Like traditional agents and brokers, web-based brokers may receive commissions from insurers for enrolling consumers, although they have to present all qualified health plans regardless of insurer relations and it’s not clear what kind of commissions will be available.
Lauer said eHealth is, in large part, pushing the web-broker enrollment option out of a shared concern for meeting the Affordable Care Act’s goals of universal insurance coverage.
“In fact, I have a real personal interest in this. I happen to be somebody today, in my home state, who is not insurable,” said Lauer, who lives in California, where eHealth is based. “I run the largest online health insurance source in the country, I’m very healthy, but I couldn’t get health insurance on my own, because I’m actually a cancer survivor. I think one of the great aspects of the Affordable Care Act is that people like me and many others can no longer be denied coverage.”
The company has also launched a website promoting the idea of partnering with state exchanges, called Costfreeenrollment.com.
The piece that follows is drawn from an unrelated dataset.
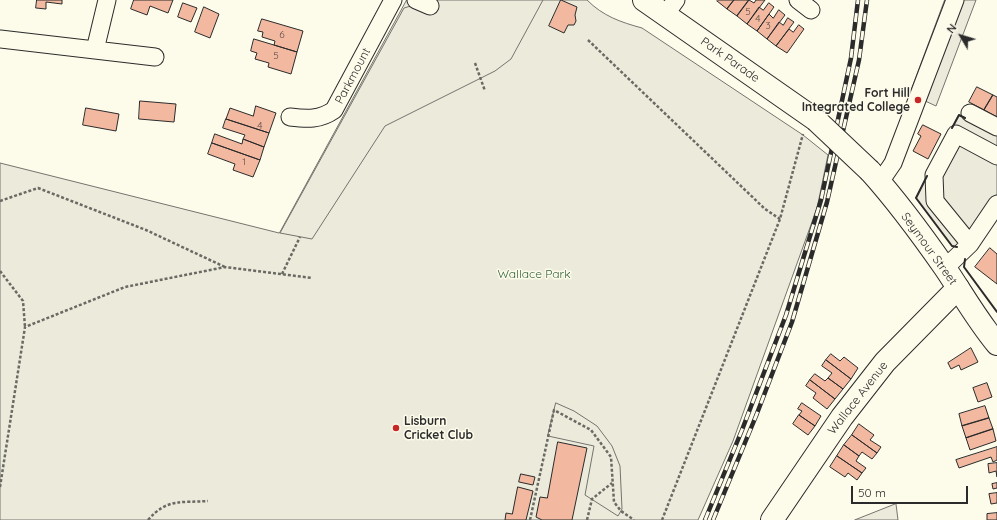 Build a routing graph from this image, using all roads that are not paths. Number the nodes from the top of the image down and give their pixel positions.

And it has the support of technology entrepreneur and advocate Rey Ramsey, the outgoing CEO of Tech Net, a bipartisan network of U.S. technology company executives, who recently endorsed the idea in an op-ed in the San Francisco Chronicle.
Ramsey, who founded the nonprofit One Economy in 2000 to help expand broadband access in low-income communities and has also worked with the NAACP, explained that he sees the option of multiple enrollment channels as part of a broad-based outreach strategy fit for the digital era.
The increasing affordability of mobile phones and tablet computers has brought internet access to low-income communities where even five years ago it was too expensive, he noted. “More people go online to do things that help them live, work and play. For those who can’t there will be on-the-ground options, but anybody in any business would have a digital outreach strategy," he wrote. "In this case, you have a digital marketplace already established, at no cost.”
Ramsey continued, “And as a matter of government philosophy, we should do everything we can to make it easy for individuals and we should meet them where they are. At the end of the day we have a choice to make: Will we choose to maximize this opportunity that digital technology makes available to us, or will we choose a time-worn approach of just sending outreach workers and hoping for the best — hoping we can catch people when they’re around and when they’re available?”